While there are many approaches and algorithms pertaining to unsupervised learning, this challenge primarily deals with principal component analysis and K-means clustering to build a model that can predict myopia in patients. Principal component analysis is a technique to limit dimensionality of a dataset. K-means clustering is a distance-based algorithm that assigns data points and measures the distance to centroids. This challenge also employs t-distributed stochastic neighbor embedding (t-SNE) to reduce and visualize the dataset dimensions.
In this repository, there is a Resources folder containing myopia data and a Jupyter notebook that walks through the steps of building an unsupervised learning model.
Below is a summary of the steps to achieve the model:
- Prepare and preprocess the data checking for null and duplicated values as well as scaling the data.
- Apply dimensionality reduction with principal component analysis and t-SNE.
- Perform a cluster anaylsis with K-means.

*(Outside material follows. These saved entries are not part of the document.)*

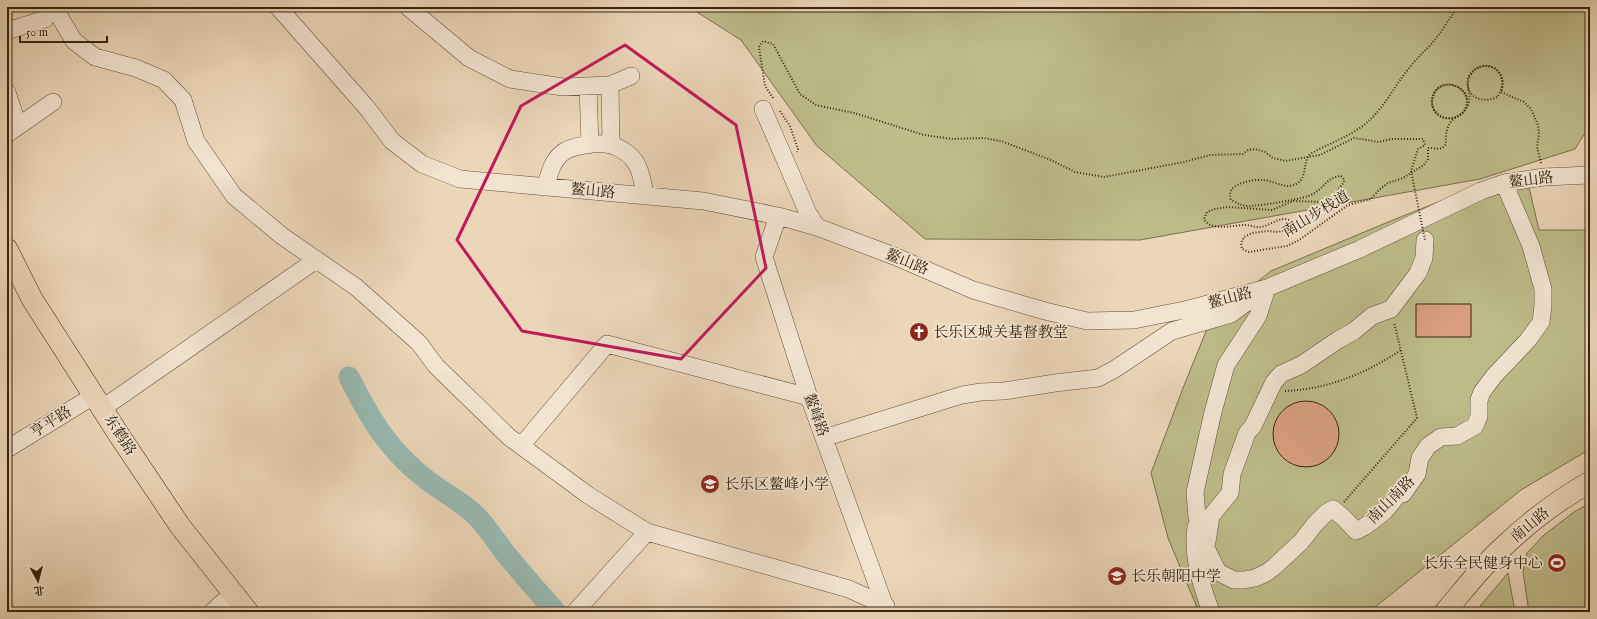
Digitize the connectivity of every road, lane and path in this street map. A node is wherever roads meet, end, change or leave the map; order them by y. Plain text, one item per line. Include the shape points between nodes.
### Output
1 (57, 7) edge
2 (278, 7) edge
3 (408, 7) edge
4 (1458, 7) edge
5 (45, 19) dead end
6 (7, 32) edge
7 (1477, 68) junction
8 (632, 76) dead end
9 (1452, 84) junction
10 (610, 85) junction
11 (588, 86) junction
12 (1503, 87) junction
13 (7, 92) edge
14 (1467, 99) junction
15 (53, 102) dead end
16 (771, 105) junction
17 (1456, 118) junction
18 (13, 130) edge
19 (590, 144) junction
20 (612, 145) junction
21 (1306, 158) junction
22 (789, 168) junction
23 (1411, 172) junction
24 (1587, 176) edge
25 (1544, 178) junction
26 (1504, 183) junction
27 (546, 187) junction
28 (645, 195) junction
29 (778, 216) junction
30 (817, 227) junction
31 (1425, 240) joint
32 (7, 249) edge
33 (316, 260) junction
34 (1267, 288) junction
35 (1391, 309) junction
36 (1401, 350) junction
37 (1270, 392) junction
38 (809, 398) junction
39 (99, 402) junction
40 (824, 438) junction
41 (521, 446) junction
42 (7, 449) edge
43 (1590, 482) edge
44 (1590, 492) edge
45 (1336, 511) junction
46 (1197, 517) junction
47 (647, 532) junction
48 (1206, 548) junction
49 (232, 594) junction
50 (886, 609) edge
51 (576, 610) edge
52 (212, 612) edge
53 (248, 612) edge
54 (1211, 612) edge
55 (1444, 612) edge
56 (1458, 612) edge

1 - 33 street via 58,14 74,41 96,58 136,68 164,80 183,100 196,141 234,196
2 - 27 street, 鳌山路 via 367,108 392,141 422,164 460,179
3 - 11 street via 469,58 510,79 563,87
4 - 21 path via 1377,113 1348,136
5 - 6 street
7 - 12 path, bridge via 1493,68 1501,76
7 - 12 path, bridge via 1469,77 1469,89 1472,94 1487,101 1497,97
7 - 17 path, bridge via 1467,83 1467,105
8 - 10 street
9 - 14 path, bridge via 1457,86
9 - 17 path, bridge via 1440,87 1433,95 1433,106 1439,116
9 - 17 path, bridge via 1446,84 1436,90 1433,95 1433,106 1440,116
10 - 11 street
10 - 20 street
11 - 19 street
12 - 25 path, bridge via 1501,92 1524,102 1536,117 1539,134 1537,147
13 - 18 street
14 - 17 path, bridge via 1465,110
14 - 23 path, 南山步栈道, bridge via 1465,110 1450,123 1445,134 1446,146 1441,149 1428,148 1426,163
15 - 18 street
16 - 21 path via 765,86 759,47 763,42 773,44 800,94 816,105 854,113 924,135 1001,141 1075,172 1104,177 1210,155 1243,154 1255,149 1284,161
16 - 22 street
16 - 22 path via 790,126 798,149
19 - 20 street
19 - 27 street via 561,153 550,169
20 - 28 street via 635,162 642,176
21 - 23 path via 1320,155 1354,138 1379,142 1391,139 1424,139 1425,145 1418,149
21 - 23 path, 南山步栈道 via 1305,172 1298,183 1289,186 1262,180 1249,181 1232,188 1231,200 1252,206 1308,197 1335,176 1343,177 1344,182 1329,200 1320,203 1293,201 1277,209 1267,210 1228,207 1215,209 1205,214 1205,222 1222,228 1246,225 1260,227 1282,219 1290,220 1293,228 1278,232 1268,230 1252,233 1244,237 1241,243 1242,249 1249,252 1287,246 1307,235 1348,205 1371,199 1388,183
22 - 30 street via 808,213
23 - 31 path, bridge
24 - 25 street, 鳌山路
25 - 26 street, 鳌山路
26 - 34 street, 鳌山路 via 1481,191 1360,249
26 - 45 street, 南山南路 via 1526,232 1538,268 1543,289 1541,322 1482,392 1478,400 1479,416 1475,426 1457,436 1441,438 1428,446 1420,458 1414,480 1385,511 1356,531
27 - 28 street, 鳌山路
28 - 29 street, 鳌山路 via 703,201
29 - 30 street, 鳌山路
29 - 38 street, 鳌峰路 via 764,257
30 - 34 street, 鳌山路 via 973,290 1087,321 1134,320 1189,309
31 - 35 street via 1424,258 1418,273
32 - 39 main road, 东鹤路 via 32,299
33 - 39 street, 亨平路
33 - 41 street via 356,287 419,343 436,366
34 - 40 street via 1231,314 1172,331 1098,378 1055,382 1004,392 962,395
34 - 46 street via 1258,316 1226,365 1195,492
35 - 36 path
35 - 37 street via 1372,316 1354,331 1301,365 1280,374
36 - 37 path via 1380,364 1340,382 1301,390
36 - 45 path via 1417,418
37 - 48 street via 1248,433 1232,474 1230,492 1211,516
38 - 40 street, 鳌峰路
38 - 41 street via 606,344
39 - 42 street, 亨平路
39 - 49 main road, 东鹤路 via 180,526
40 - 50 street, 鳌峰路
41 - 47 street via 588,495
43 - 55 main road, 南山路 via 1546,511 1501,548
44 - 56 main road, 南山路 via 1550,517 1507,555
45 - 48 street via 1332,509 1326,513 1284,558 1266,573 1255,578 1234,580 1218,572
46 - 48 street
46 - 54 street via 1193,544 1201,585
47 - 50 street via 849,589
47 - 51 street
49 - 52 street
49 - 53 main road, 东鹤路

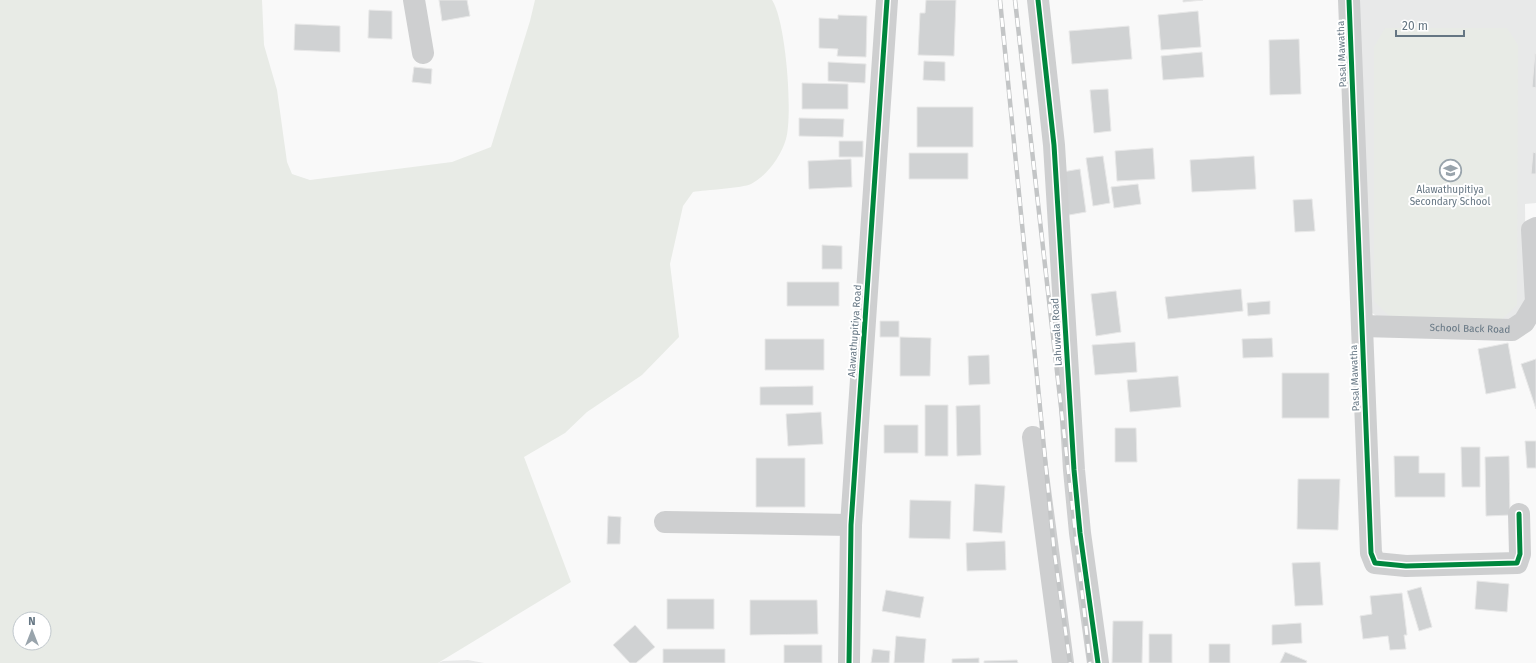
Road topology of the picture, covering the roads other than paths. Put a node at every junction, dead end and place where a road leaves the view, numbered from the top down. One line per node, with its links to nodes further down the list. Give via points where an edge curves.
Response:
1 (414, 0): 5 (street)
2 (886, 0): 11 (street, Alawathupitiya Road)
3 (1038, 0): 14 (street, Lahuwala Road, via 1054,145 1074,470)
4 (1348, 0): 7 (street, Pasal Mawatha)
5 (423, 53)
6 (1536, 228): 7 (street, School Back Road, via 1532,230 1536,302 1524,322 1512,330)
7 (1362, 326): 9 (street, Pasal Mawatha, via 1371,553 1375,563 1406,566 1517,563 1520,554)
8 (1032, 437): 13 (street)
9 (1519, 514)
10 (665, 522): 11 (street)
11 (852, 525): 12 (street, Alawathupitiya Road)
12 (849, 663)
13 (1063, 663)
14 (1098, 663)

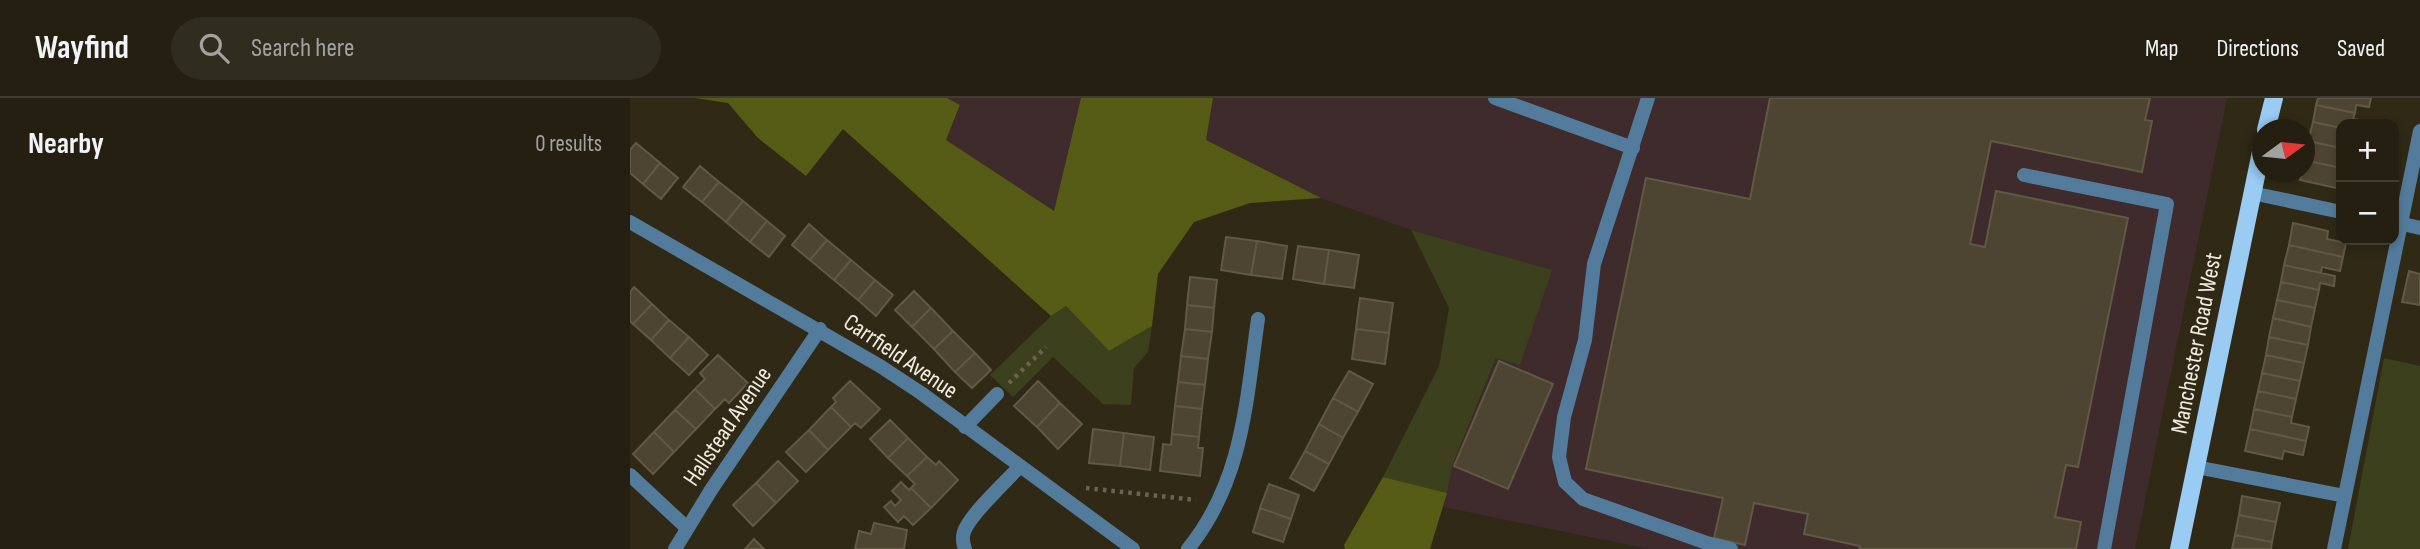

After performing dimensionality reduction with PCA, the number of features reduced from 14 to 10. Running t-SNE on the output of PCA, the number of features reduced down to 2. But upon visualizing the t-SNE output, there are no distinct clusters. Using K-means for cluster analysis, the elbow curve points to possibly 3 clusterings of patients. Considering the size of the dataset, I would recommend exploring other cluster models, such as hierarchical clustering which works well with smaller datasets. Another recommendation is collecting more samples to the train the models.